Descrizione
Il percorso di risanamento del torrente Cesuola prosegue secondo le tappe già condivise con la cittadinanza nel corso di questi mesi e in linea con il Protocollo d’intesa sottoscritto tra il Comune di Cesena, l’Agenzia Regionale per la Sicurezza territoriale e la Protezione Civile, ATERSIR ed Hera S.p.A nel 2021 e aggiornato nel dicembre 2025. Lo ha detto il Sindaco Enzo Lattuca rispondendo in sede di Consiglio comunale ai consiglieri di Cesena Siamo Noi, Marco Giangrandi e Denis Parise, che hanno presentato un’interpellanza riguardante lo stato del progetto di risanamento ambientale, strutturale e idraulico del torrente Cesuola e la valutazione di ulteriori interventi di mitigazione del rischio idraulico.
“Uno degli step principali – ha precisato il Sindaco – riguarda la già avvenuta approvazione del Progetto di Fattibilità Tecnico-Economica (PFTE) relativo al tratto tombato compreso tra piazzale Marconi e via dei Mulini.

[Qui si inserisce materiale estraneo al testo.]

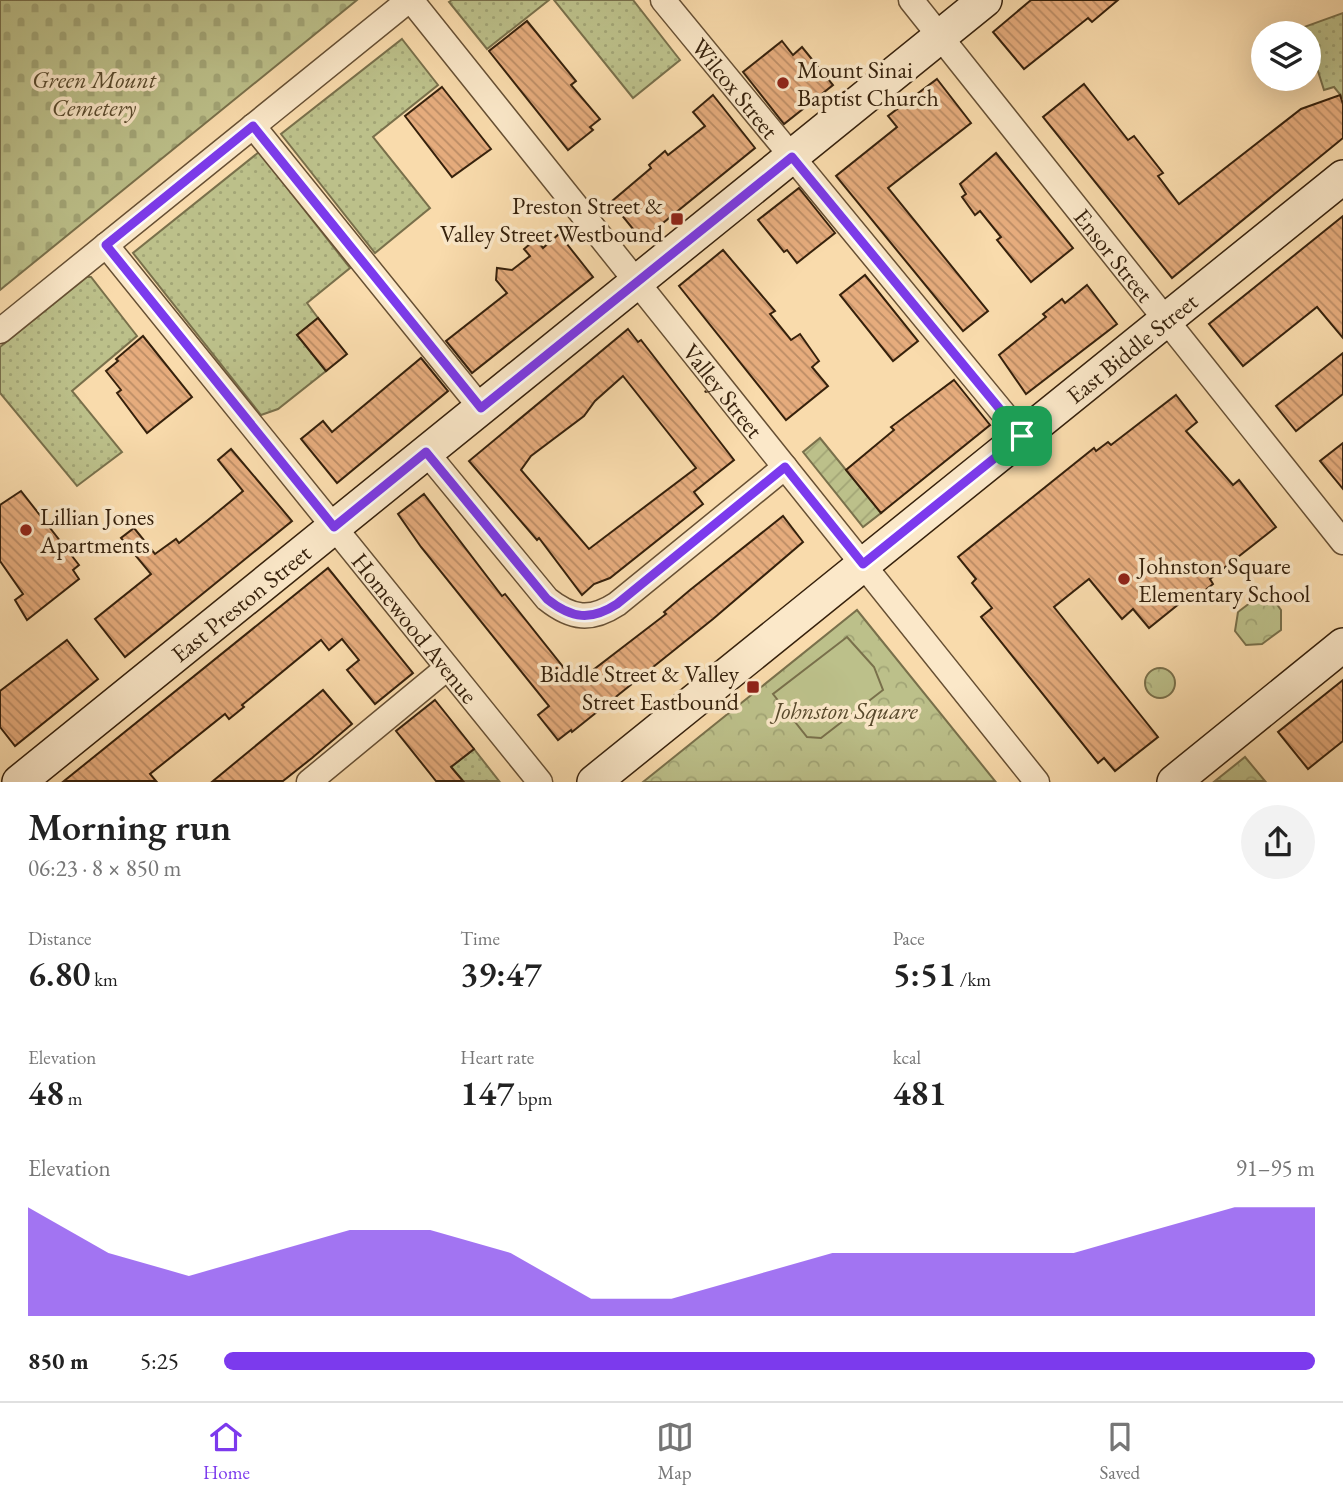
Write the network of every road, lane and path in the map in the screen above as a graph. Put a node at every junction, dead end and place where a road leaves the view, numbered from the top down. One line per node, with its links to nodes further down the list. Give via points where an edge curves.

Il progetto ora è già in fase di sviluppo esecutivo da parte di Hera e, una volta completato e ottenute le restanti risorse necessarie, potrà essere messo a gara nel giro di pochi mesi. Tutti gli enti coinvolti risultano già in possesso della documentazione, mentre la progettazione esecutiva, attualmente in corso, sarà determinante per definire nel dettaglio la cantierabilità dell’opera e le tempistiche di realizzazione”.
“Si tratta di un intervento complesso e particolarmente oneroso, anche a causa delle condizioni del tratto tombinato, che presenta diverse criticità e richiede soluzioni tecniche avanzate per garantire adeguati standard di sicurezza. Il costo complessivo stimato ammonta a 28.700.000,00 euro: di questi, 10 milioni sono già stati reperiti e messi a disposizione da Atersir per il risanamento ambientale”.
Per quanto riguarda il reperimento delle risorse mancanti, il Sindaco Lattuca ha ricordato come già nel giugno 2023 fosse stato segnalato in Consiglio il danno causato dalla piena del maggio 2023 alla tombinatura del Cesuola. Proprio alla luce di questi eventi, l’intervento di rifacimento e consolidamento sarà riproposto nell’ambito della fase di ricostruzione che verrà avviata nei prossimi mesi.
In relazione alle risorse Pnrr
“Non è stato possibile candidare il progetto ai fondi del PNRR, poiché il cronoprogramma supera i 24 mesi previsti dai requisiti. Tuttavia, è attualmente aperta una fase di interlocuzione con la struttura commissariale per integrare gli interventi già esistenti, cui seguirà in estate una nuova finestra dedicata ai progetti di ricostruzione, con una disponibilità complessiva di 400 milioni di euro. L’auspicio è che entro la fine dell’anno venga emanata l’ordinanza che assegnerà tali risorse e che tra gli interventi finanziati rientri anche quello sul Cesuola”.
“In quest’ottica di potenziamento della sicurezza – ha ricordato il Sindaco – il progetto di risanamento strutturale e ambientale prevederà inoltre la realizzazione di una briglia selettiva a monte del tratto tombinato. Tale opera riveste un’importanza strategica, poiché permetterà di bloccare il materiale flottante che, in caso di eventi meteorologici intensi, potrebbe ostruire il tombinamento riducendone la sezione idraulica e compromettendo il corretto deflusso delle acque. L’opera è dunque considerata fondamentale per la mitigazione del rischio idraulico e per il potenziamento della resistenza della tombinatura in caso di piene. In caso di finanziamento, ipotizzato per il mese di novembre, siamo pronti ad avviare la procedura di appalto entro un mese, per poi procedere rapidamente con l’apertura dei cantieri”.